Ils n’avaient plus de prétexte, ils saluèrent, en se dirigeant vers la porte. Mais, au moment où ils allaient sortir, de nouveau la sonnerie éclata. Le marquis ne put cacher un pâle sourire, tandis qu’une ombre rendait le comte plus grave. Nana les retint quelques secondes, pour permettre à Zoé de trouver encore un coin. Elle n’aimait pas qu’on se rencontrât chez elle. Seulement, cette fois, ça devait être bondé. Aussi fut-elle soulagée, lorsqu’elle vit le salon vide. Zoé les avait donc fourrés dans les armoires ?

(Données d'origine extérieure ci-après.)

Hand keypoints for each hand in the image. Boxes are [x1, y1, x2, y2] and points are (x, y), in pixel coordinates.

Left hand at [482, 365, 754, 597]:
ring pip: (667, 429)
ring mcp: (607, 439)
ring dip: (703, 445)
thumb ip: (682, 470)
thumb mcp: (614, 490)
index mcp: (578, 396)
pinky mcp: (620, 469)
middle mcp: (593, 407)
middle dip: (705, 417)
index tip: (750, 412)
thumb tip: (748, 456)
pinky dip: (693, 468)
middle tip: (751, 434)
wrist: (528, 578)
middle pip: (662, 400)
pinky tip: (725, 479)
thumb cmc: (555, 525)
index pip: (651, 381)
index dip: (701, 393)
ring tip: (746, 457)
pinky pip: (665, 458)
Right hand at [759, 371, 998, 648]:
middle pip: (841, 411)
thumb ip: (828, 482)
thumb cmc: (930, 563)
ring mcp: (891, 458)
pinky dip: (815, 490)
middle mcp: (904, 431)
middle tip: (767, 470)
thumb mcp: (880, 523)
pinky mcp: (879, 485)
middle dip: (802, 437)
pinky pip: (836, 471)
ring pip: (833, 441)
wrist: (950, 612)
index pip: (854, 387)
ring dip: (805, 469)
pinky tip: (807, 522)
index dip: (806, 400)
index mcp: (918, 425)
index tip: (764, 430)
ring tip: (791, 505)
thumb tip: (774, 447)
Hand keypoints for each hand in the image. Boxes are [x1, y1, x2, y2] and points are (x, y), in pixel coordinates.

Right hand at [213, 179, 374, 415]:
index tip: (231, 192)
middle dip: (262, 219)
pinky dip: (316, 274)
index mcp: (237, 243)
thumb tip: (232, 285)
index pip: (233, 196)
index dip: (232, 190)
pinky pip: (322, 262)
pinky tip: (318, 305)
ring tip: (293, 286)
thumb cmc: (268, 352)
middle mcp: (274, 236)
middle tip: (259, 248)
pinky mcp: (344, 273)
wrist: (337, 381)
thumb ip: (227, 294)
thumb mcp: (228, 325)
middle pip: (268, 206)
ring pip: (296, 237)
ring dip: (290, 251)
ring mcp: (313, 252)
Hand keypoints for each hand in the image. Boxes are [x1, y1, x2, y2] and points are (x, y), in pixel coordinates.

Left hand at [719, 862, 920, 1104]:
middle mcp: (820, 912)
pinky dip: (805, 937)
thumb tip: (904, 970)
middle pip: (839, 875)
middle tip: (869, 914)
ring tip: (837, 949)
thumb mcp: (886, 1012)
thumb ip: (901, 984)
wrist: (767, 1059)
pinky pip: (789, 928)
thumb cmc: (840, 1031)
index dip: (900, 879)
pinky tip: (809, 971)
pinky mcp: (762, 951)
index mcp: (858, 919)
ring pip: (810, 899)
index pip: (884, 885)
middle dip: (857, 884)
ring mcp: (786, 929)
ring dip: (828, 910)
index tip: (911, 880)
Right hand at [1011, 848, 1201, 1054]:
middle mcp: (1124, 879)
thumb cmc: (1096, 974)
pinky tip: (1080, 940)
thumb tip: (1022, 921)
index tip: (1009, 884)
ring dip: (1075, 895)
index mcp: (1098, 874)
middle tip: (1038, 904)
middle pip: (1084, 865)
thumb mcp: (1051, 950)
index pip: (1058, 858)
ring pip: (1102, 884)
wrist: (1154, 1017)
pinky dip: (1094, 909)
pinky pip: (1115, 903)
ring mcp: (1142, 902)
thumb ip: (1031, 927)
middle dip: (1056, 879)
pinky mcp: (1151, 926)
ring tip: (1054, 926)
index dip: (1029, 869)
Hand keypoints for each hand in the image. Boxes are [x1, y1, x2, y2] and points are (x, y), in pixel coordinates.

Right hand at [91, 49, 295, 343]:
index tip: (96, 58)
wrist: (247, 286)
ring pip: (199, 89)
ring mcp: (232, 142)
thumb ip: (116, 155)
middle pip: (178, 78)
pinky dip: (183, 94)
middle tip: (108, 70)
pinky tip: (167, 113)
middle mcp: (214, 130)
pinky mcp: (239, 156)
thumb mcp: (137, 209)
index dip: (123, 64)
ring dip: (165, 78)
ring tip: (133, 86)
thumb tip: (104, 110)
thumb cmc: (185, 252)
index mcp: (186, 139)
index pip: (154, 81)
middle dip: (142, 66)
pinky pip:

— Au revoir, messieurs, dit-elle, en s’arrêtant sur le seuil du salon.

Elle les enveloppait de son rire et de son regard clair. Le comte Muffat s’inclina, troublé malgré son grand usage du monde, ayant besoin d’air, emportant un vertige de ce cabinet de toilette, une odeur de fleur et de femme qui l’étouffait. Et, derrière lui, le marquis de Chouard, certain de n’être pas vu, osa adresser à Nana un clignement d’œil, la face tout d’un coup décomposée, la langue au bord des lèvres.

Lorsque la jeune femme rentra dans le cabinet, où Zoé l’attendait avec des lettres et des cartes de visite, elle cria, en riant plus fort :

— En voilà des pannés qui m’ont fait mes cinquante francs !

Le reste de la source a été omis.